A couple of weeks ago, District 9 and Chappie director Neill Blomkamp unveiled Oats Studios, his new project focusing on experimental short films. At the time, Blomkamp described the studio as an attempt to remain creative in a film industry that rewards endless sequels and franchises. Through Oats, he’ll be developing a range of potential projects, from serious science fiction to wackier concepts, with the hope that some of them may eventually make the leap to full-length feature films.
The first film from Oats Studios, Rakka, is now available for streaming on YouTube and Steam, and it depicts the aftermath of an alien invasion. The year is 2020, and aliens have enslaved humanity, and altering the Earth’s atmosphere. But Rakka isn’t a conventional short film. Instead, it’s a series of scenes depicting various points of view. Some scenes show what the aliens are doing to humanity; others track a resistance movement led by Sigourney Weaver, and an escaped prisoner named Amir. Later, in a climactic battle, resistance fighters shoot down an alien aircraft and track down its pilot.
On the eve of its release, I spoke with Blomkamp about his new film, the real-world inspirations, and the key to success for Oats Studios.
This interview has been edited and condensed for clarity.
This is the one of three projects Oats will be releasing in this initial volume of projects. Where did the story come from?

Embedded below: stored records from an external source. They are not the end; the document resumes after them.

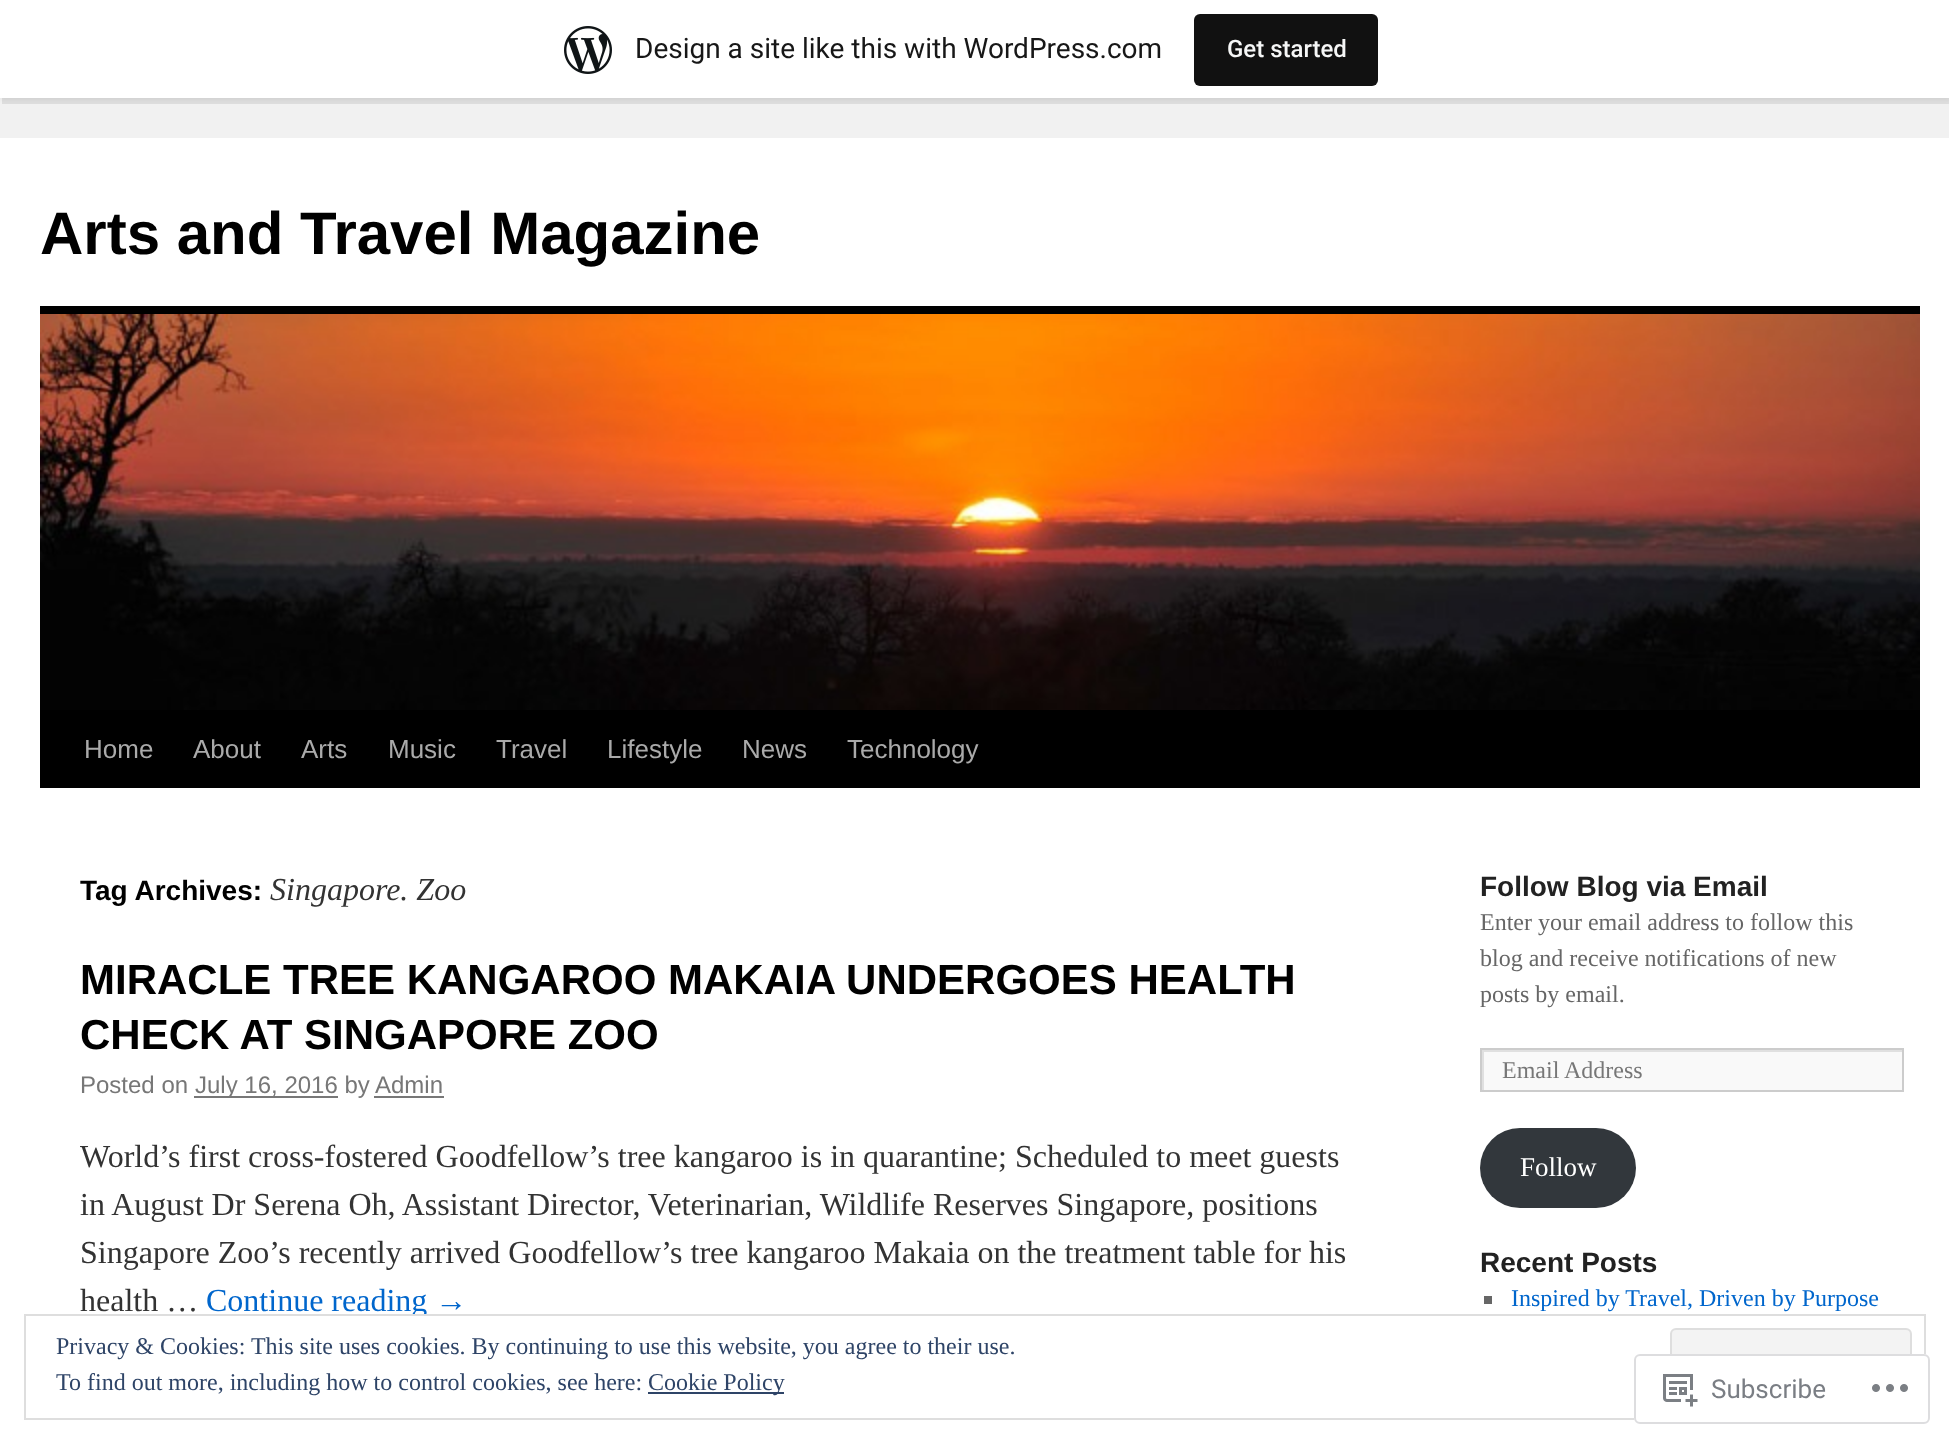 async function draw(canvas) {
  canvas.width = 1949
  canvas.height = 1444
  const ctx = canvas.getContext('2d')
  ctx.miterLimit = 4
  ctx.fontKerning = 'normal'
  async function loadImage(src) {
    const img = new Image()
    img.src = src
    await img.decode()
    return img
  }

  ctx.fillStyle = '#f1f1f1'
  ctx.fillRect(0, 0, 1949, 1444)
  ctx.fillStyle = '#0000000d'
  ctx.filter = 'blur(2px)'
  ctx.beginPath()
  ctx.rect(0, 2, 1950, 98)
  ctx.fill()
  ctx.filter = 'none'
  ctx.fillStyle = '#00000014'
  ctx.beginPath()
  ctx.moveTo(2, 98)
  ctx.lineTo(2, 104)
  ctx.lineTo(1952, 104)
  ctx.lineTo(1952, 6)
  ctx.lineTo(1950, 6)
  ctx.lineTo(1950, 98)
  ctx.closePath()
  ctx.fill()
  ctx.fillStyle = '#fff'
  ctx.fillRect(0, 0, 1949, 98)
  ctx.drawImage(await loadImage('image0.png'), 564, 26, 48, 48)
  ctx.font = '28px Roboto'
  ctx.fillStyle = '#171717'
  ctx.fillText('Design a site like this with WordPress.com', 635, 58)
  ctx.fillStyle = '#111'
  ctx.beginPath()
  ctx.roundRect(1194, 14, 184, 72, 6)
  ctx.fill()
  ctx.font = '500 24px Roboto'
  ctx.fillStyle = '#f6f7f7'
  ctx.fillText('Get started', 1227, 57)
  ctx.fillStyle = '#fff'
  ctx.fillRect(0, 138, 1949, 1306)
  ctx.font = 'bold 60px Liberation Sans'
  ctx.fillStyle = '#000'
  ctx.fillText('Arts and Travel Magazine', 40, 254)
  ctx.fillRect(40, 306, 1880, 8)
  ctx.fillRect(40, 710, 1880, 78)
  ctx.drawImage(await loadImage('image1.png'), 40, 314, 1880, 396)
  ctx.font = '26px Liberation Sans'
  ctx.fillStyle = '#aaa'
  ctx.fillText('Home', 84, 758)
  ctx.fillText('About', 193, 758)
  ctx.fillText('Arts', 301, 758)
  ctx.fillText('Music', 388, 758)
  ctx.fillText('Travel', 496, 758)
  ctx.fillText('Lifestyle', 607, 758)
  ctx.fillText('News', 742, 758)
  ctx.fillText('Technology', 847, 758)
  ctx.font = 'bold 28px Liberation Sans'
  ctx.fillStyle = '#000'
  ctx.fillText('Tag Archives:', 80, 900)
  ctx.font = 'italic 32px Liberation Serif'
  ctx.fillStyle = '#333'
  ctx.fillText('Singapore. Zoo', 270, 900)
  ctx.font = 'bold 42px Liberation Sans'
  ctx.fillStyle = '#000'
  ctx.fillText('MIRACLE TREE KANGAROO MAKAIA UNDERGOES HEALTH', 80, 994)
  ctx.fillText('CHECK AT SINGAPORE ZOO', 80, 1049)
  ctx.font = '24px Liberation Sans'
  ctx.fillStyle = '#777'
  ctx.fillText('Posted on', 80, 1093)
  ctx.fillRect(194, 1096, 144, 2)
  ctx.fillText('July 16, 2016 by', 195, 1093)
  ctx.fillText('Admin', 375, 1093)
  ctx.fillRect(374, 1096, 70, 2)
  ctx.font = '32px Liberation Serif'
  ctx.fillStyle = '#333'
  ctx.fillText('World’s first cross-fostered Goodfellow’s tree kangaroo is in quarantine; Scheduled to meet guests', 80, 1167)
  ctx.fillText('in August Dr Serena Oh, Assistant Director, Veterinarian, Wildlife Reserves Singapore, positions', 80, 1215)
  ctx.fillText('Singapore Zoo’s recently arrived Goodfellow’s tree kangaroo Makaia on the treatment table for his', 80, 1263)
  ctx.fillText('health …', 80, 1311)
  ctx.fillStyle = '#06c'
  ctx.fillText('Continue reading →', 206, 1311)
  ctx.font = 'bold 28px Liberation Sans'
  ctx.fillStyle = '#222'
  ctx.fillText('Follow Blog via Email', 1480, 896)
  ctx.font = '24px Liberation Serif'
  ctx.fillStyle = '#666'
  ctx.fillText('Enter your email address to follow this', 1480, 930)
  ctx.fillText('blog and receive notifications of new', 1480, 966)
  ctx.fillText('posts by email.', 1480, 1002)
  ctx.fillStyle = '#f9f9f9'
  ctx.fillRect(1484, 1052, 418, 38)
  ctx.save()
  ctx.beginPath()
  ctx.rect(1482, 1050, 420, 40)
  ctx.clip()
  ctx.fillStyle = '#e0e0e0'
  ctx.beginPath()
  ctx.moveTo(1284, 852)
  ctx.lineTo(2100, 852)
  ctx.lineTo(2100, 1288)
  ctx.lineTo(1284, 1288)
  ctx.closePath()
  ctx.moveTo(1484, 1052)
  ctx.lineTo(1904, 1052)
  ctx.lineTo(1904, 1092)
  ctx.lineTo(1484, 1092)
  ctx.closePath()
  ctx.fill('evenodd')
  ctx.restore()
  ctx.strokeStyle = '#ccc'
  ctx.lineWidth = 2
  ctx.strokeRect(1481, 1049, 422, 42)
  ctx.fillStyle = '#777'
  ctx.fillText('Email Address', 1502, 1078)
  ctx.fillStyle = '#32373c'
  ctx.beginPath()
  ctx.roundRect(1480, 1128, 156, 80, 40)
  ctx.fill()
  ctx.font = '27px Liberation Serif'
  ctx.fillStyle = '#fff'
  ctx.fillText('Follow', 1520, 1176)
  ctx.font = 'bold 28px Liberation Sans'
  ctx.fillStyle = '#222'
  ctx.fillText('Recent Posts', 1480, 1272)
  ctx.fillStyle = '#666'
  ctx.fillRect(1484, 1296, 8, 8)
  ctx.font = '24px Liberation Serif'
  ctx.fillStyle = '#06c'
  ctx.fillText('Inspired by Travel, Driven by Purpose', 1511, 1306)
  ctx.fillStyle = '#fff'
  ctx.fillRect(413, 1316, 13, 2)
  ctx.strokeStyle = '#dedede'
  ctx.strokeRect(25, 1315, 1900, 104)
  ctx.fillStyle = '#2e4467'
  ctx.fillText('Privacy & Cookies: This site uses cookies. By continuing to use this website, you agree to their use.', 56, 1354)
  ctx.fillStyle = '#f3f3f3'
  ctx.beginPath()
  ctx.roundRect(1671, 1329, 240, 76, 5)
  ctx.fill()
  ctx.stroke()
  ctx.fillStyle = '#2e4467'
  ctx.fillText('To find out more, including how to control cookies, see here:', 56, 1390)
  ctx.fillRect(648, 1392, 136, 2)
  ctx.fillText('Cookie Policy', 648, 1390)
  ctx.fillStyle = '#fffffffa'
  ctx.beginPath()
  ctx.roundRect(1634, 1354, 296, 70, 6)
  ctx.fill()
  ctx.beginPath()
  ctx.roundRect(1635, 1355, 294, 68, 5)
  ctx.strokeStyle = '#dcdcdefa'
  ctx.stroke()
  ctx.drawImage(await loadImage('image2.png'), 1663, 1374, 35, 33)
  ctx.font = '26px Roboto'
  ctx.fillStyle = '#7a7e84'
  ctx.fillText('Subscribe', 1711, 1398)
  ctx.drawImage(await loadImage('image3.png'), 1872, 1384, 36, 8)
}

draw(document.querySelector('canvas')) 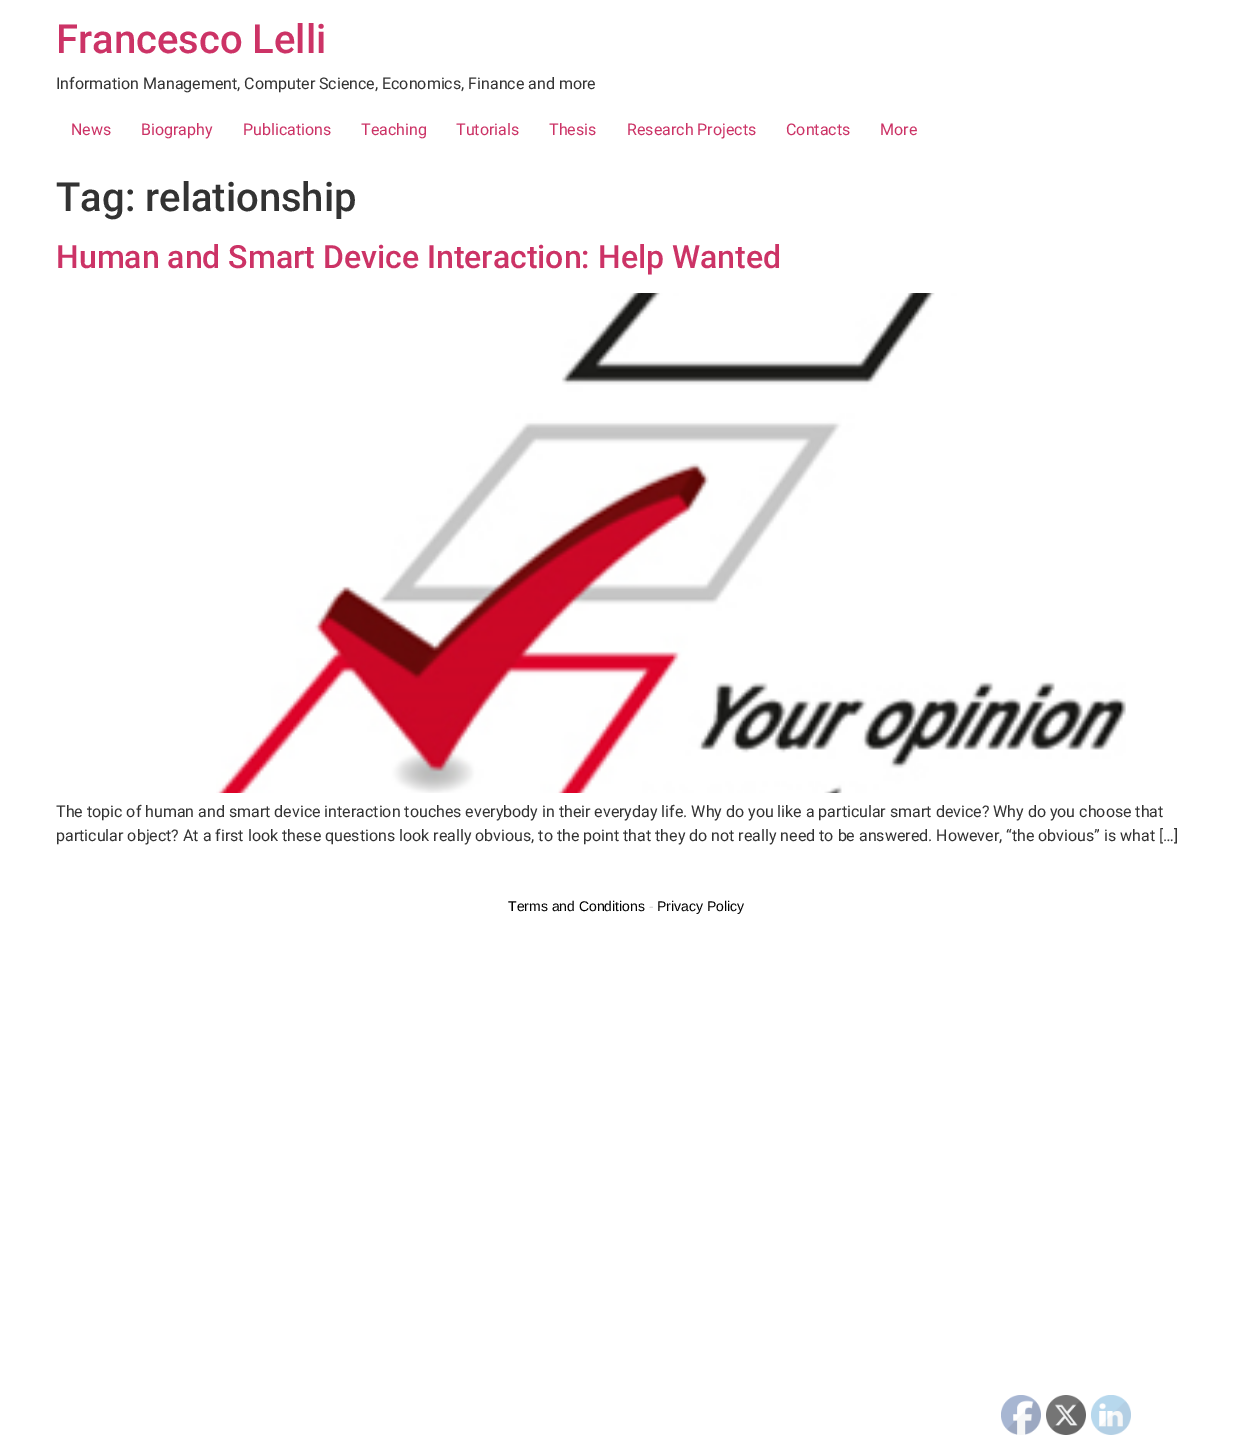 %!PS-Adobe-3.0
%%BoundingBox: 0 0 1252 1443
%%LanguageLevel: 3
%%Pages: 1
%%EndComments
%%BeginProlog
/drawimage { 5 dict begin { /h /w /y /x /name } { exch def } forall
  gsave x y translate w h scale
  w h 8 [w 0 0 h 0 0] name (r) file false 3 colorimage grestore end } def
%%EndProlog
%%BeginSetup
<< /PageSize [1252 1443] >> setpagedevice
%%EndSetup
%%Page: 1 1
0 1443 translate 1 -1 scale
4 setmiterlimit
1 setgray
0 0 1252 1443 rectfill
(images/1.raw) 216 293 910 500 drawimage
(images/2.raw) 1001 1395 40 40 drawimage
(images/3.raw) 1046 1395 40 40 drawimage
(images/4.raw) 1091 1395 40 40 drawimage
/Roboto-Medium [40 0 0 -40 0 0] selectfont
0.8 0.2 0.4 setrgbcolor
56 53 moveto (Francesco Lelli) show
/Roboto-Regular [16 0 0 -16 0 0] selectfont
0.2 setgray
56 89 moveto (Information Management, Computer Science, Economics, Finance and more) show
0.8 0.2 0.4 setrgbcolor
71 135 moveto (News) show
141 135 moveto (Biography) show
243 135 moveto (Publications) show
361 135 moveto (Teaching) show
456 135 moveto (Tutorials) show
549 135 moveto (Thesis) show
627 135 moveto (Research Projects) show
786 135 moveto (Contacts) show
880 135 moveto (More) show
/Roboto-Medium [40 0 0 -40 0 0] selectfont
0.2 setgray
56 211 moveto (Tag: relationship) show
/Roboto-Medium [32 0 0 -32 0 0] selectfont
0.8 0.2 0.4 setrgbcolor
56 268 moveto (Human and Smart Device Interaction: Help Wanted) show
/Roboto-Regular [16 0 0 -16 0 0] selectfont
0.2 setgray
56 817 moveto (The topic of human and smart device interaction touches everybody in their everyday life. Why do you like a particular smart device? Why do you choose that) show
56 841 moveto (particular object? At a first look these questions look really obvious, to the point that they do not really need to be answered. However, “the obvious” is what […]) show
/LiberationSans-Regular [14 0 0 -14 0 0] selectfont
0 setgray
508 911 moveto (Terms and Conditions) show
0.8 setgray
649 911 moveto (-) show
0 setgray
657 911 moveto (Privacy Policy) show
showpage
%%EOF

The original idea was to make make a science fiction piece that was about an occupying force in a foreign country, and it kind of grew around that. I always wanted to do a science fiction invasion piece that had direct parallels with an occupying force in a country, like the Germans in France, or Americans in Iraq. There’s these levels of armed troops that are walking through neighborhoods, and well-built buildings, and local politicians have been turned or manipulated. There is a lot of stuff in there that I felt was really interesting, and to look at it from a different point of view is really cool. That’s where the seed was from.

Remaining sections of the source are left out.